▶ **Task input**
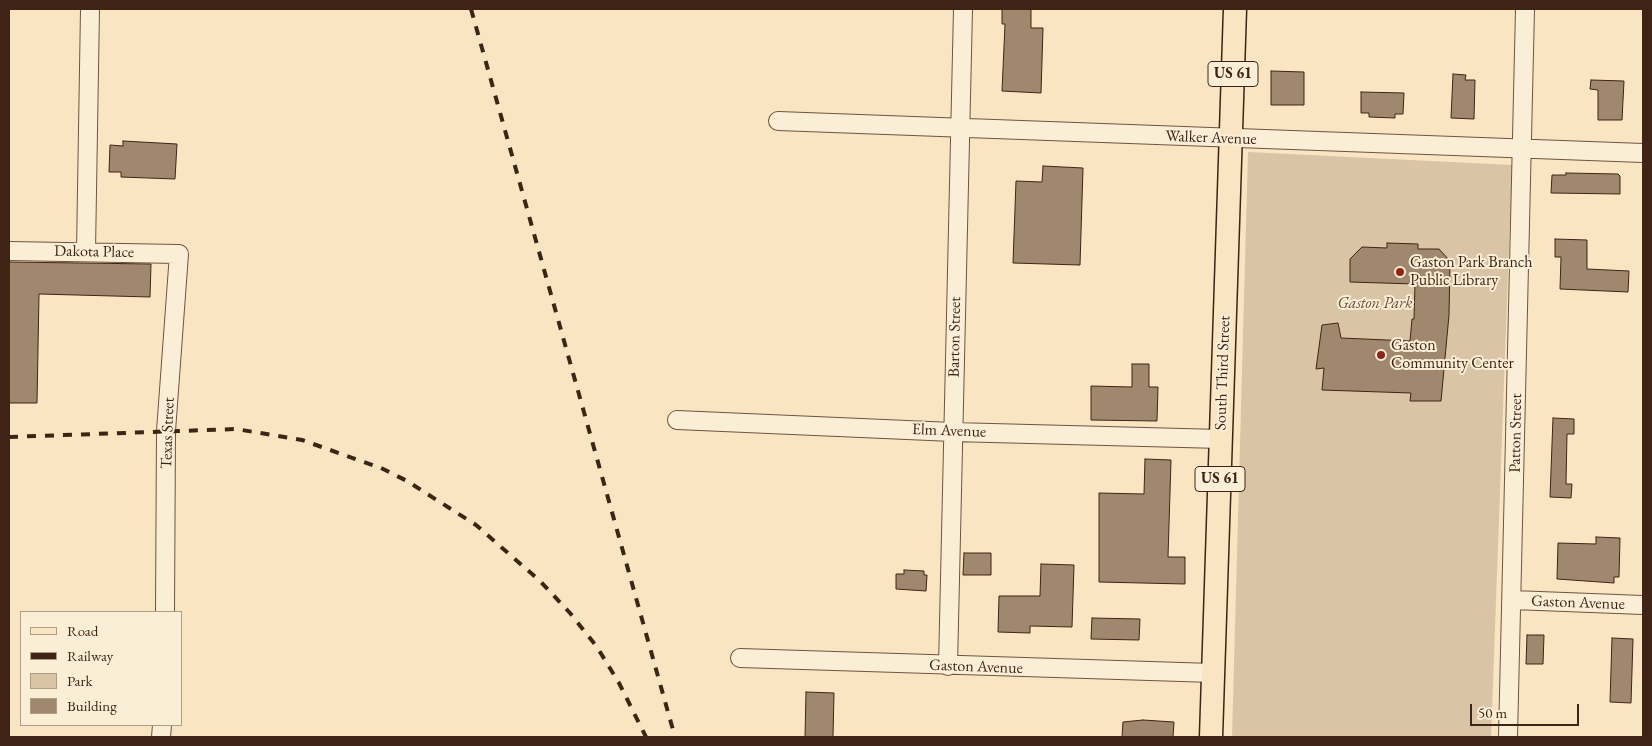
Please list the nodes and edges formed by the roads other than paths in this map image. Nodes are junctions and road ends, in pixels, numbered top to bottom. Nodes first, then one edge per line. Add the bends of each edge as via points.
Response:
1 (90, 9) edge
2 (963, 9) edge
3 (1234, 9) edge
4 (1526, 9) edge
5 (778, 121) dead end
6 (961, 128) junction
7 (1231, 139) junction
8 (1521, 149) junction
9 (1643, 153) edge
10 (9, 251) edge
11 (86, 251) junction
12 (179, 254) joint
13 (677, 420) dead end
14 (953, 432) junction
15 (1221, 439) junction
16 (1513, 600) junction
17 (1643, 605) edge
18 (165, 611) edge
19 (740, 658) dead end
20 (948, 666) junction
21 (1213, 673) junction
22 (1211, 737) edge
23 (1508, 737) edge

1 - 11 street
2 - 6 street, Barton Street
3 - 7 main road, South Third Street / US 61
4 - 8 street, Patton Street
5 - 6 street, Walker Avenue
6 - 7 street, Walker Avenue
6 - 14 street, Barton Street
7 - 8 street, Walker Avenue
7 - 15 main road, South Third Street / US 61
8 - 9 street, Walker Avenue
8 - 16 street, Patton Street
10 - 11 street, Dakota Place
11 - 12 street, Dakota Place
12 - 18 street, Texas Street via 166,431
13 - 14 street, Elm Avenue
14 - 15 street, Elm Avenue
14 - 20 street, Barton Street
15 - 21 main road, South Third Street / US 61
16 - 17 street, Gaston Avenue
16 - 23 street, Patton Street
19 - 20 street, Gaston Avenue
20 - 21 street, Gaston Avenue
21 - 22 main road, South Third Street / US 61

▶ **What the task requires**
Retype the listing exactly. Leave out its pictures.

▶ **Task solution**
Please list the nodes and edges formed by the roads other than paths in this map image. Nodes are junctions and road ends, in pixels, numbered top to bottom. Nodes first, then one edge per line. Add the bends of each edge as via points.
Response:
1 (90, 9) edge
2 (963, 9) edge
3 (1234, 9) edge
4 (1526, 9) edge
5 (778, 121) dead end
6 (961, 128) junction
7 (1231, 139) junction
8 (1521, 149) junction
9 (1643, 153) edge
10 (9, 251) edge
11 (86, 251) junction
12 (179, 254) joint
13 (677, 420) dead end
14 (953, 432) junction
15 (1221, 439) junction
16 (1513, 600) junction
17 (1643, 605) edge
18 (165, 611) edge
19 (740, 658) dead end
20 (948, 666) junction
21 (1213, 673) junction
22 (1211, 737) edge
23 (1508, 737) edge

1 - 11 street
2 - 6 street, Barton Street
3 - 7 main road, South Third Street / US 61
4 - 8 street, Patton Street
5 - 6 street, Walker Avenue
6 - 7 street, Walker Avenue
6 - 14 street, Barton Street
7 - 8 street, Walker Avenue
7 - 15 main road, South Third Street / US 61
8 - 9 street, Walker Avenue
8 - 16 street, Patton Street
10 - 11 street, Dakota Place
11 - 12 street, Dakota Place
12 - 18 street, Texas Street via 166,431
13 - 14 street, Elm Avenue
14 - 15 street, Elm Avenue
14 - 20 street, Barton Street
15 - 21 main road, South Third Street / US 61
16 - 17 street, Gaston Avenue
16 - 23 street, Patton Street
19 - 20 street, Gaston Avenue
20 - 21 street, Gaston Avenue
21 - 22 main road, South Third Street / US 61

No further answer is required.